* [Problem to solve]: An exact reproduction of the entries is needed. Keep all pictures out of it.

===== Exercise material

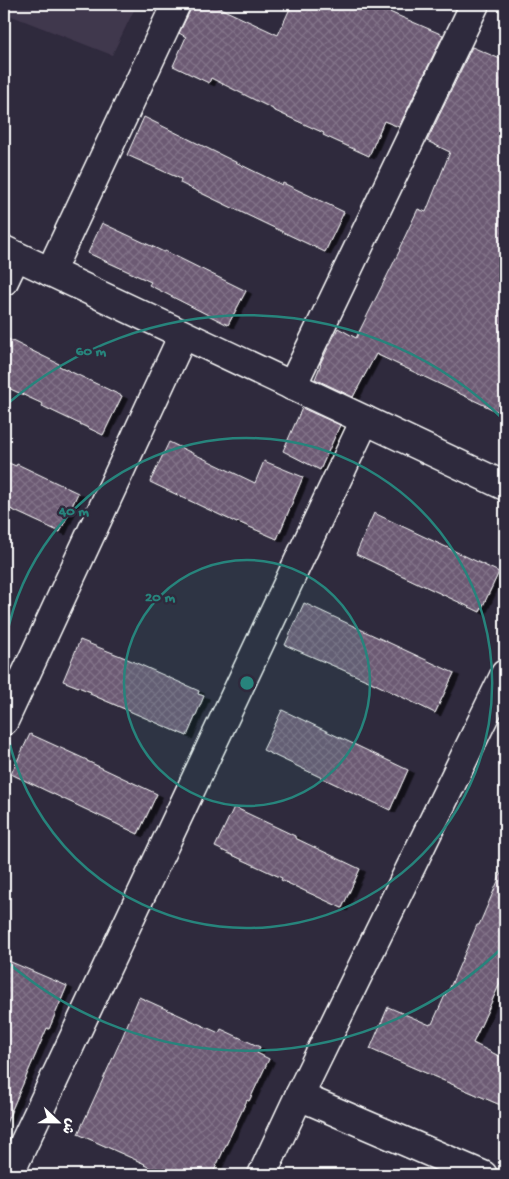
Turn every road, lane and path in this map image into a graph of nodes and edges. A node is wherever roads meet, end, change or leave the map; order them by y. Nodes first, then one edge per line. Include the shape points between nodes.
1 (176, 4) edge
2 (470, 5) edge
3 (10, 253) edge
4 (50, 272) junction
5 (4, 281) edge
6 (183, 335) junction
7 (292, 386) junction
8 (365, 420) junction
9 (505, 486) edge
10 (505, 674) edge
11 (4, 721) edge
12 (299, 1096) junction
13 (9, 1175) edge
14 (262, 1175) edge
15 (483, 1175) edge

1 - 4 street
2 - 7 street
3 - 4 street
3 - 5 street
4 - 6 street
6 - 7 street
6 - 11 street
7 - 8 street
8 - 9 street
8 - 13 street
10 - 12 street
12 - 14 street
12 - 15 street

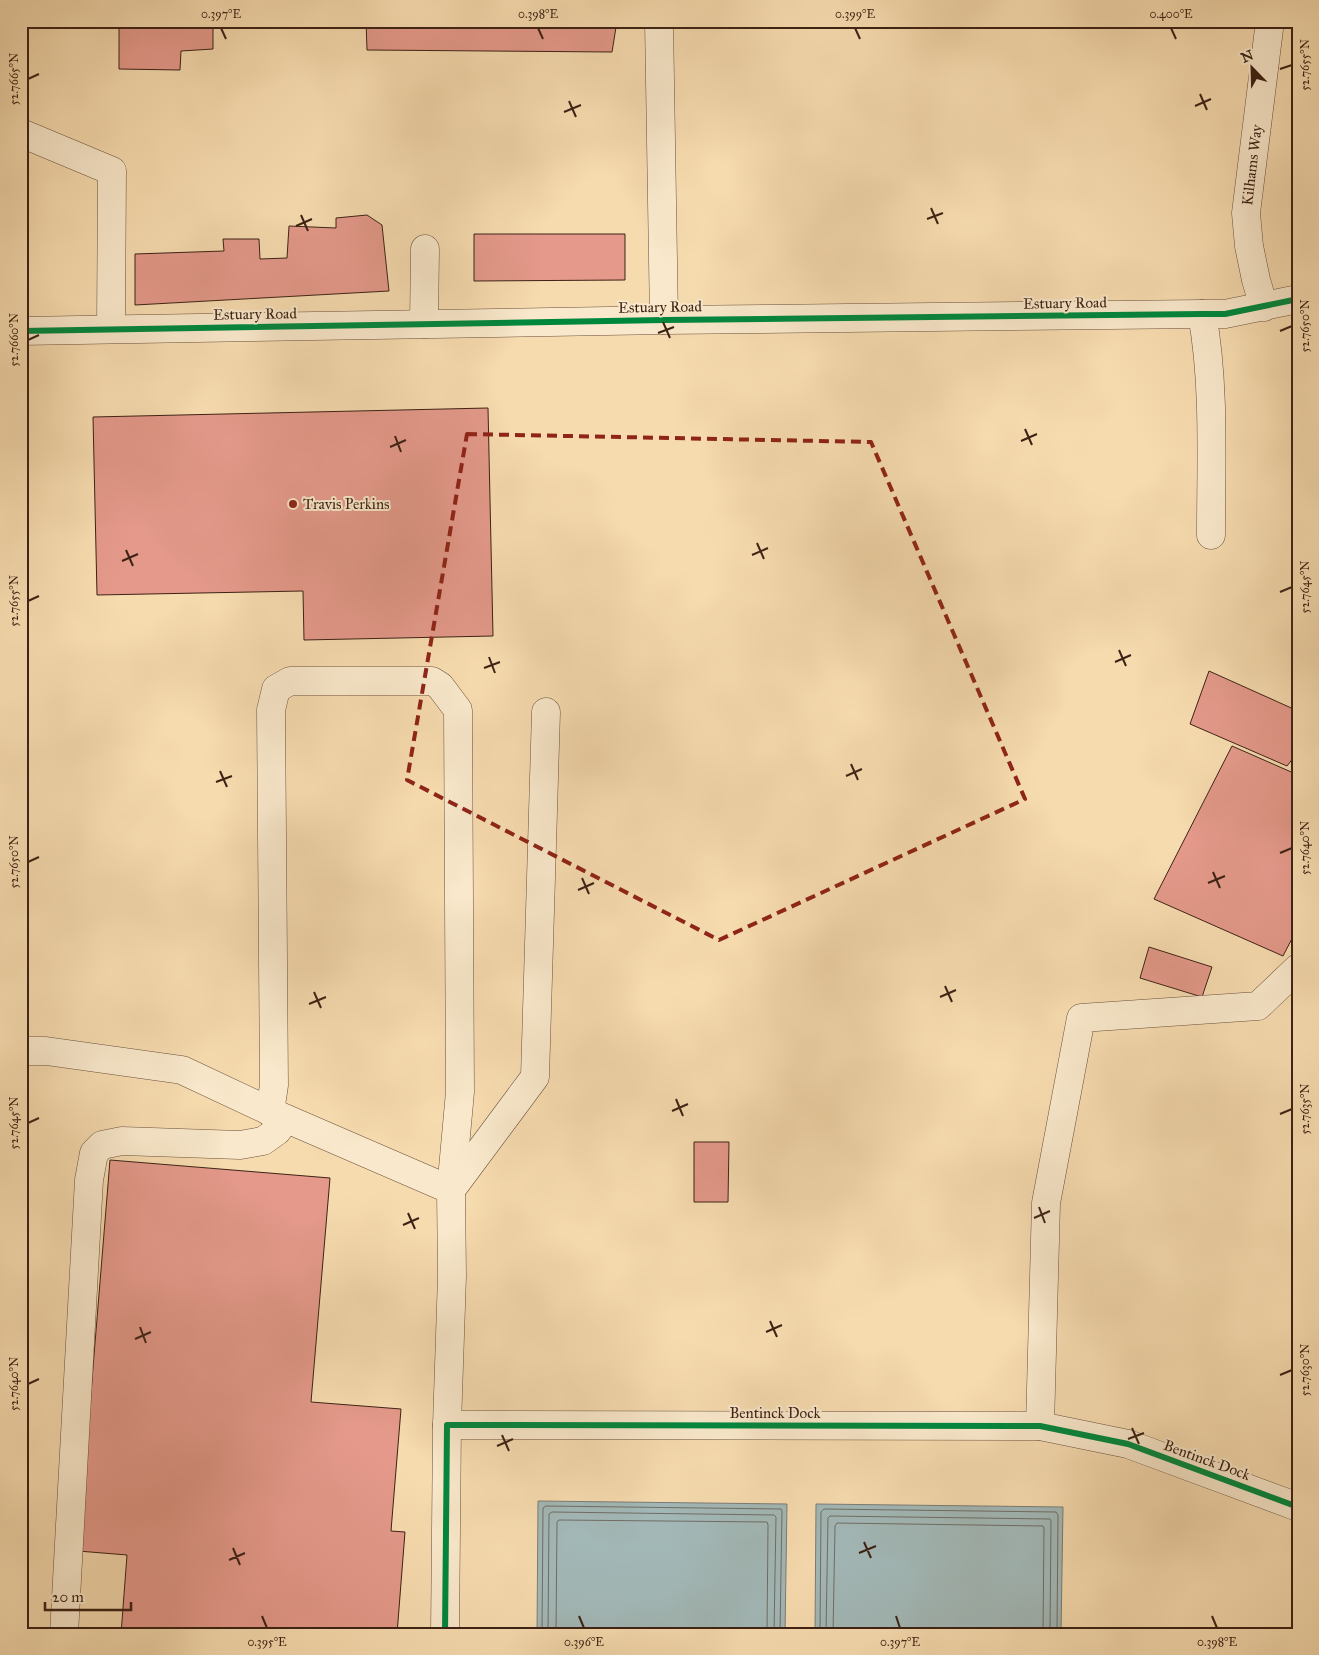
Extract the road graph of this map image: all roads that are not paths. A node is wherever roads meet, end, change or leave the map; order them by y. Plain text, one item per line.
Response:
1 (659, 21) edge
2 (1270, 21) edge
3 (21, 133) edge
4 (425, 249) dead end
5 (1298, 299) edge
6 (1264, 307) junction
7 (1202, 314) junction
8 (664, 320) junction
9 (424, 324) junction
10 (111, 329) junction
11 (21, 331) edge
12 (1212, 535) dead end
13 (546, 712) dead end
14 (1298, 968) edge
15 (21, 1051) edge
16 (278, 1115) junction
17 (451, 1190) junction
18 (447, 1425) junction
19 (1040, 1426) junction
20 (1298, 1507) edge
21 (64, 1634) edge
22 (445, 1634) edge

1 - 8 street
2 - 6 street, Kilhams Way
3 - 10 street
4 - 9 street
5 - 6 street, Estuary Road
6 - 7 street, Estuary Road
7 - 8 street, Estuary Road
7 - 12 street
8 - 9 street, Estuary Road
9 - 10 street, Estuary Road
10 - 11 street, Estuary Road
13 - 17 street
14 - 19 street
15 - 16 street
16 - 17 street
16 - 17 street
16 - 21 street
17 - 18 street
18 - 19 street, Bentinck Dock
18 - 22 street
19 - 20 street, Bentinck Dock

==========

* [Written answer]:
Turn every road, lane and path in this map image into a graph of nodes and edges. A node is wherever roads meet, end, change or leave the map; order them by y. Nodes first, then one edge per line. Include the shape points between nodes.
1 (176, 4) edge
2 (470, 5) edge
3 (10, 253) edge
4 (50, 272) junction
5 (4, 281) edge
6 (183, 335) junction
7 (292, 386) junction
8 (365, 420) junction
9 (505, 486) edge
10 (505, 674) edge
11 (4, 721) edge
12 (299, 1096) junction
13 (9, 1175) edge
14 (262, 1175) edge
15 (483, 1175) edge

1 - 4 street
2 - 7 street
3 - 4 street
3 - 5 street
4 - 6 street
6 - 7 street
6 - 11 street
7 - 8 street
8 - 9 street
8 - 13 street
10 - 12 street
12 - 14 street
12 - 15 street

Extract the road graph of this map image: all roads that are not paths. A node is wherever roads meet, end, change or leave the map; order them by y. Plain text, one item per line.
Response:
1 (659, 21) edge
2 (1270, 21) edge
3 (21, 133) edge
4 (425, 249) dead end
5 (1298, 299) edge
6 (1264, 307) junction
7 (1202, 314) junction
8 (664, 320) junction
9 (424, 324) junction
10 (111, 329) junction
11 (21, 331) edge
12 (1212, 535) dead end
13 (546, 712) dead end
14 (1298, 968) edge
15 (21, 1051) edge
16 (278, 1115) junction
17 (451, 1190) junction
18 (447, 1425) junction
19 (1040, 1426) junction
20 (1298, 1507) edge
21 (64, 1634) edge
22 (445, 1634) edge

1 - 8 street
2 - 6 street, Kilhams Way
3 - 10 street
4 - 9 street
5 - 6 street, Estuary Road
6 - 7 street, Estuary Road
7 - 8 street, Estuary Road
7 - 12 street
8 - 9 street, Estuary Road
9 - 10 street, Estuary Road
10 - 11 street, Estuary Road
13 - 17 street
14 - 19 street
15 - 16 street
16 - 17 street
16 - 17 street
16 - 21 street
17 - 18 street
18 - 19 street, Bentinck Dock
18 - 22 street
19 - 20 street, Bentinck Dock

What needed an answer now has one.